EXERCISE PROMPT »
Every line below that holds "road" must be copied.

EXTRACTED DATA »
********************

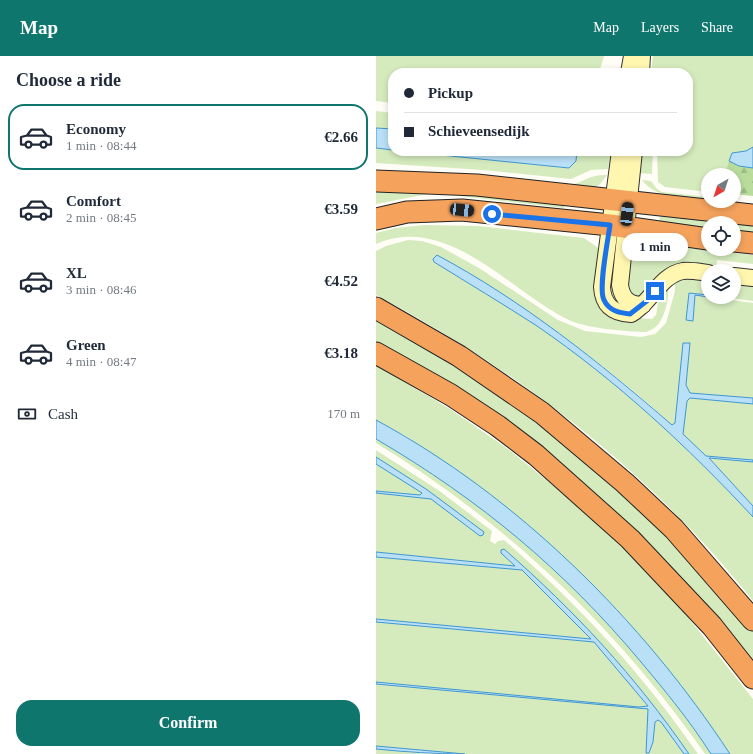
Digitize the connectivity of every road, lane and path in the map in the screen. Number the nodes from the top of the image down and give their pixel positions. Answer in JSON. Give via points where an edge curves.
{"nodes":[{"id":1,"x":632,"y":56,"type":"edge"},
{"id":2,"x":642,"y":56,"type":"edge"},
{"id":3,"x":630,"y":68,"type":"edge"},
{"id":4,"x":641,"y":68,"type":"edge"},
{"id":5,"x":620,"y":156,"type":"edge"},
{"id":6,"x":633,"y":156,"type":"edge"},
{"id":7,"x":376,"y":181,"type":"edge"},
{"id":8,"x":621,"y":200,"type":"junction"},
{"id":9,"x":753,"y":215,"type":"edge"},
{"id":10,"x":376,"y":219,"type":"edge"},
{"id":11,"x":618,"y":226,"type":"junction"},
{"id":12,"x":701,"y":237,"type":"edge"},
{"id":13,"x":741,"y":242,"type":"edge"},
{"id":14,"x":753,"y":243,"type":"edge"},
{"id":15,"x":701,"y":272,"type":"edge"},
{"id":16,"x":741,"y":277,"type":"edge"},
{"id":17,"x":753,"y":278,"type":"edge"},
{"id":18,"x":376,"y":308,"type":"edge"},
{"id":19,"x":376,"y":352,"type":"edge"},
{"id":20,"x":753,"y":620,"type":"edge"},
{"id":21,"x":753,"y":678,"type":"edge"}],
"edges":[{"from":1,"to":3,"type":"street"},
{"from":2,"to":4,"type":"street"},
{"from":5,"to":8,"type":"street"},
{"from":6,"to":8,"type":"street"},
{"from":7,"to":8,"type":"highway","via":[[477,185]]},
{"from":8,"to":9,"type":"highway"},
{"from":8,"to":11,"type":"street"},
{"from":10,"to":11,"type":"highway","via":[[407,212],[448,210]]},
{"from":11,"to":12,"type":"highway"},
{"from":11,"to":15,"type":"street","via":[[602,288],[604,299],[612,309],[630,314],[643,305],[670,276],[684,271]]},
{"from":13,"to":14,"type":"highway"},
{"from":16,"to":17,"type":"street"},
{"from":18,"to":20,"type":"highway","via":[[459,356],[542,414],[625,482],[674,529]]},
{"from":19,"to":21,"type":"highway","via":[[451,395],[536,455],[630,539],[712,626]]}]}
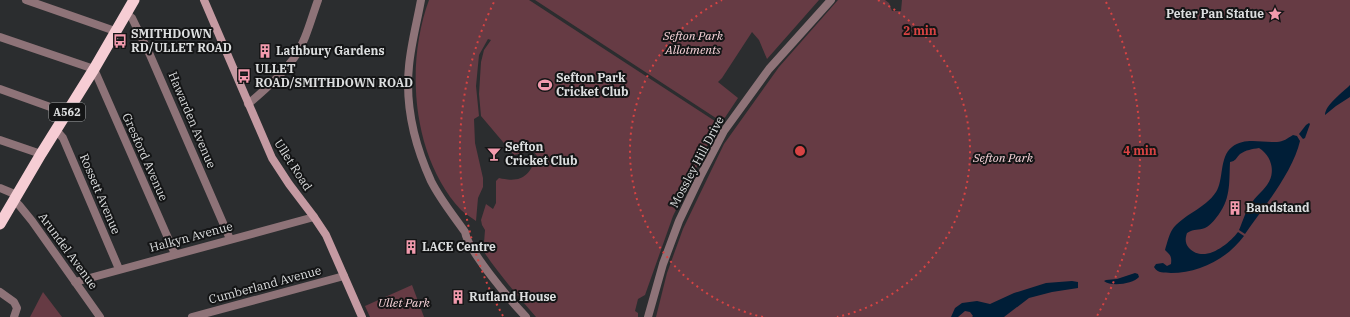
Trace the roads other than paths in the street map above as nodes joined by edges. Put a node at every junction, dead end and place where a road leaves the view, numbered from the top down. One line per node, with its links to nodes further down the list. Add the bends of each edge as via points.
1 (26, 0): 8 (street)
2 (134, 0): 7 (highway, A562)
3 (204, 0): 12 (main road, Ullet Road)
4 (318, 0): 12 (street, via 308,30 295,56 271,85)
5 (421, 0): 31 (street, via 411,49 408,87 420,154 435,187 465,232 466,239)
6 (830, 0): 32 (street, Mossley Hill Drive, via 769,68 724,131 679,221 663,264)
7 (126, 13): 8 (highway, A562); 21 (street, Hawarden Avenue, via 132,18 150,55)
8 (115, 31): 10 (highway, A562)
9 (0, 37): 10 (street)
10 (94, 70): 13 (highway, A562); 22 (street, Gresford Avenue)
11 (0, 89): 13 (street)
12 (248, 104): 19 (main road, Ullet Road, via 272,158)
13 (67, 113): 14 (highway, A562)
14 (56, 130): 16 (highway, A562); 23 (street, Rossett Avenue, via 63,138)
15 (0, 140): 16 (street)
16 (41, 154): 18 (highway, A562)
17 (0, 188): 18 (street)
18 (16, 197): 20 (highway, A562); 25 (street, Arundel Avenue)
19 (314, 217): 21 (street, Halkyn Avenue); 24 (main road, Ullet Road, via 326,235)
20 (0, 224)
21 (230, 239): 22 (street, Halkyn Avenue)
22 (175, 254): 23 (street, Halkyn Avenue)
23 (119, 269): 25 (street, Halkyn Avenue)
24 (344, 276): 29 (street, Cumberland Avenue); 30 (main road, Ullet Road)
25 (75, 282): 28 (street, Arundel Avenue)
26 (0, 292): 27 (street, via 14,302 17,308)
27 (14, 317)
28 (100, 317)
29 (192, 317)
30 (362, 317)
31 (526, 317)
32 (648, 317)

********************

SOLUTION »
Digitize the connectivity of every road, lane and path in the map in the screen. Number the nodes from the top of the image down and give their pixel positions. Answer in JSON. Give via points where an edge curves.
Trace the roads other than paths in the street map above as nodes joined by edges. Put a node at every junction, dead end and place where a road leaves the view, numbered from the top down. One line per node, with its links to nodes further down the list. Add the bends of each edge as via points.
3 (204, 0): 12 (main road, Ullet Road)
12 (248, 104): 19 (main road, Ullet Road, via 272,158)
19 (314, 217): 21 (street, Halkyn Avenue); 24 (main road, Ullet Road, via 326,235)
24 (344, 276): 29 (street, Cumberland Avenue); 30 (main road, Ullet Road)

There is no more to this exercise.